Sinner ritrova Shelton a Parigi: “Gioca al doppio della velocità” | Il croato è il suo portafortuna nei grandi tornei

Jannik Sinner torna in campo al Masters 1000 di Parigi-Bercy per i quarti di finale contro Ben Shelton, un avversario che conosce bene — e che, spesso, gli ha portato fortuna. L’azzurro ha battuto lo statunitense sei volte su sette, e in quattro di queste occasioni ha poi vinto il torneo, inclusi i due Slam del 2025.

Dall’altra parte della rete, però, Shelton arriva carico di fiducia: reduce dalla vittoria su Rublev, ha staccato il biglietto per le ATP Finals di Torino, le prime della sua carriera. E avverte: “Sto giocando il mio miglior tennis dopo l’infortunio”.

Shelton, dalle lacrime dello US Open al ritorno da protagonista

Il 2025 di Big Ben Shelton è stato un anno di consacrazione e sofferenza.

Finalista a Toronto, semifinalista agli Australian Open, e nei quarti a Wimbledon, l’americano aveva cominciato la stagione alla grande prima di essere fermato da un infortunio alla spalla durante lo US Open, costringendolo al ritiro contro Mannarino:

“Di solito gioco anche se non sto bene, ma stavolta non ce l’ho fatta. Mi viene solo da piangere”, aveva detto a New York.

Dopo settimane di stop e il rientro difficile a Shanghai, Shelton ha ritrovato ritmo e convinzione a Parigi, superando Cobolli e Rublev. “Sto tornando al livello dell’estate — ha spiegato —, quello che avevo prima dell’infortunio”.

Sinner, sei vittorie su sette e un feeling speciale con Shelton

Il duello tra Sinner e Shelton si rinnova a Parigi dopo sette precedenti, tutti di alto livello.

L’azzurro domina 6-1 nel bilancio complessivo: tra le sue vittorie, spiccano quelle a Wimbledon 2024, a Vienna, e nei due Slam del 2025, tappe che lo hanno sempre condotto al titolo.

Shelton ha vinto soltanto la prima sfida, a Shanghai nel 2023. Da allora, non gli ha più strappato un set.

Il 22enne statunitense, però, resta un avversario temibile, dotato di un servizio esplosivo e di un gioco aggressivo.

Lo stesso Sinner, parlando di lui a Indian Wells, lo descrisse così:

“Serve bene, ha un’ottima mano, gioca bene sia di dritto che di rovescio. E poi è mancino…”.

Shelton: “Sinner gioca al doppio della velocità normale”
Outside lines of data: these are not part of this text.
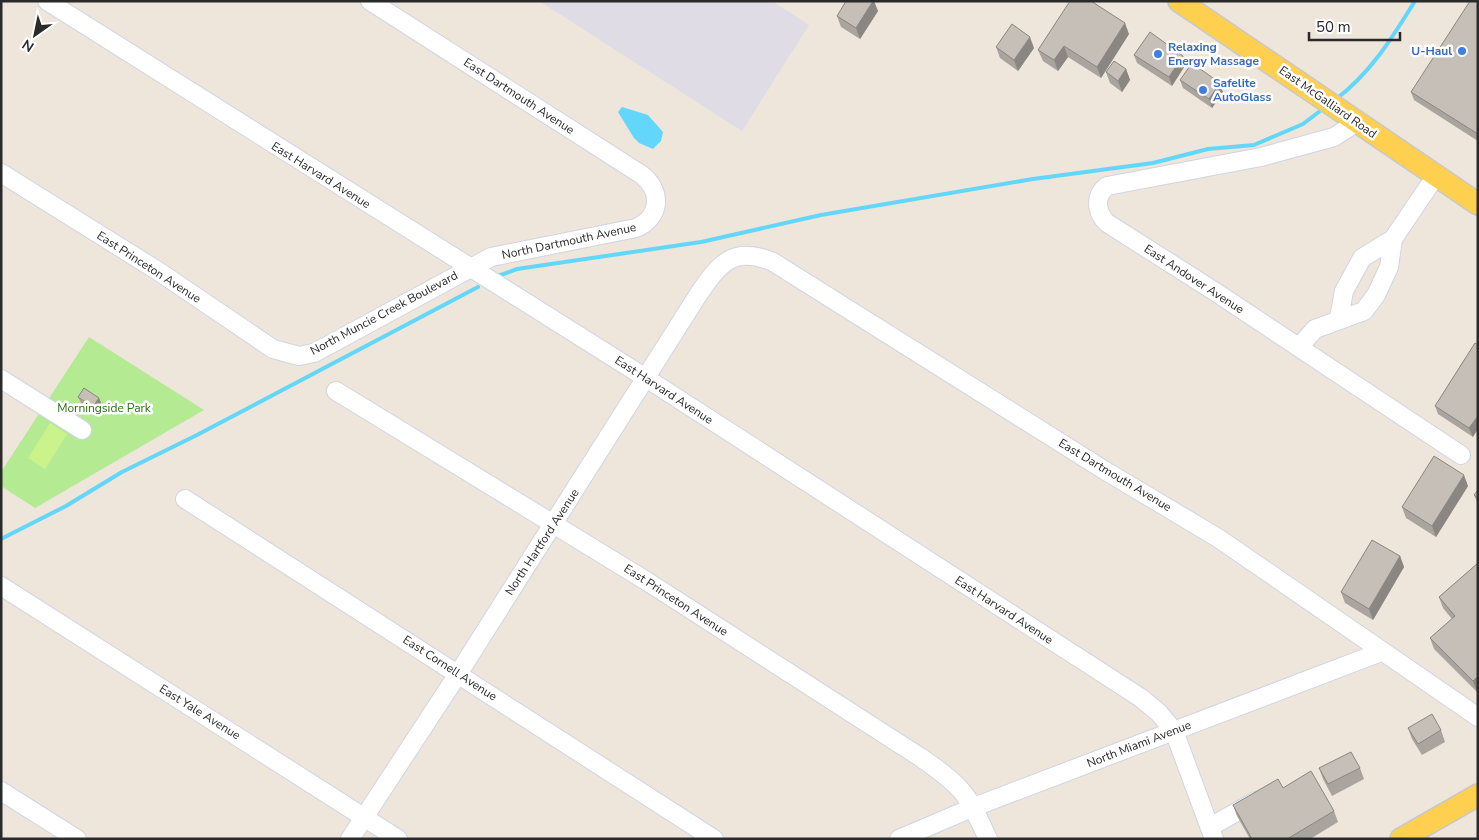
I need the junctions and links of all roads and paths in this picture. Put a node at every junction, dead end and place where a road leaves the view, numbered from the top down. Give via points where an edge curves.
1 (48, 1) edge
2 (370, 1) edge
3 (1179, 1) edge
4 (1351, 118) junction
5 (1, 174) edge
6 (1435, 177) junction
7 (657, 201) joint
8 (1478, 204) edge
9 (1393, 239) junction
10 (741, 255) joint
11 (468, 268) junction
12 (1339, 318) junction
13 (1299, 347) junction
14 (299, 356) joint
15 (646, 378) junction
16 (1, 379) edge
17 (336, 391) dead end
18 (82, 430) dead end
19 (1461, 455) dead end
20 (185, 499) dead end
21 (554, 523) junction
22 (1, 586) edge
23 (1381, 652) junction
24 (458, 674) junction
25 (1478, 717) edge
26 (1174, 731) junction
27 (1, 791) edge
28 (1269, 794) edge
29 (1478, 795) edge
30 (974, 808) junction
31 (365, 817) junction
32 (1212, 833) edge
33 (77, 839) edge
34 (350, 839) edge
35 (398, 839) edge
36 (714, 839) edge
37 (899, 839) edge
38 (988, 839) edge
39 (1401, 839) edge

1 - 11 street, East Harvard Avenue
2 - 7 street, East Dartmouth Avenue via 642,175 652,186
3 - 4 main road, East McGalliard Road
4 - 6 main road, East McGalliard Road
4 - 13 street, East Andover Avenue via 1334,137 1203,170 1115,184 1104,189 1098,204 1099,213 1107,223
5 - 14 street, East Princeton Avenue via 158,271 260,341 284,354
6 - 8 main road, East McGalliard Road
6 - 9 street
7 - 11 street, North Dartmouth Avenue via 651,219 636,228 524,249 491,257
9 - 12 street via 1362,258 1344,292
9 - 12 street via 1389,267 1376,294 1364,311
10 - 15 street, North Hartford Avenue via 722,263 715,270
10 - 23 street, East Dartmouth Avenue via 760,256 773,262 1087,460 1218,538
11 - 14 street, North Muncie Creek Boulevard via 314,353
11 - 15 street, East Harvard Avenue
12 - 13 street via 1315,329
13 - 19 street, East Andover Avenue
15 - 21 street, North Hartford Avenue
15 - 26 street, East Harvard Avenue via 1141,698
16 - 18 street
17 - 21 street, East Princeton Avenue
20 - 24 street, East Cornell Avenue
21 - 24 street, North Hartford Avenue
21 - 30 street, East Princeton Avenue via 920,757 958,785
22 - 31 street, East Yale Avenue
23 - 25 street, East Dartmouth Avenue
23 - 26 street, North Miami Avenue
24 - 31 street, North Hartford Avenue
24 - 36 street, East Cornell Avenue
26 - 30 street, North Miami Avenue
26 - 32 street, East Harvard Avenue
27 - 33 street
28 - 32 street
29 - 39 main road
30 - 37 street, North Miami Avenue
30 - 38 street, East Princeton Avenue
31 - 34 street, North Hartford Avenue
31 - 35 street, East Yale Avenue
Il rispetto è reciproco. Shelton, dopo la sconfitta a Wimbledon, dichiarò:

“Contro di lui sembra che tutto vada al doppio della velocità. Non ho mai visto una palla uscire così rapida dalla racchetta”.

E in effetti, quando si affrontano, lo spettacolo è garantito: potenza, ritmo e colpi da highlight.

Ma se per Sinner Shelton è diventato un vero portafortuna, per Ben questa è l’occasione del riscatto.

A Parigi proverà a ribaltare il pronostico e interrompere la maledizione che lo vede sempre cedere di fronte all’azzurro.

Un quarto di finale dal sapore speciale

Con un Sinner lanciato verso il sogno numero uno del mondo e uno Shelton in crescita costante, il quarto di finale del Masters 1000 di Parigi promette scintille.

Le statistiche sono tutte a favore dell’azzurro, ma l’americano ha fame e condizione per tentare il colpaccio.

Per Sinner, vincere ancora una volta contro Shelton significherebbe non solo l’accesso alla semifinale, ma anche confermare il suo straordinario 2025, chiuso già con due titoli Slam e una costanza che ormai lo ha reso il simbolo del tennis mondiale.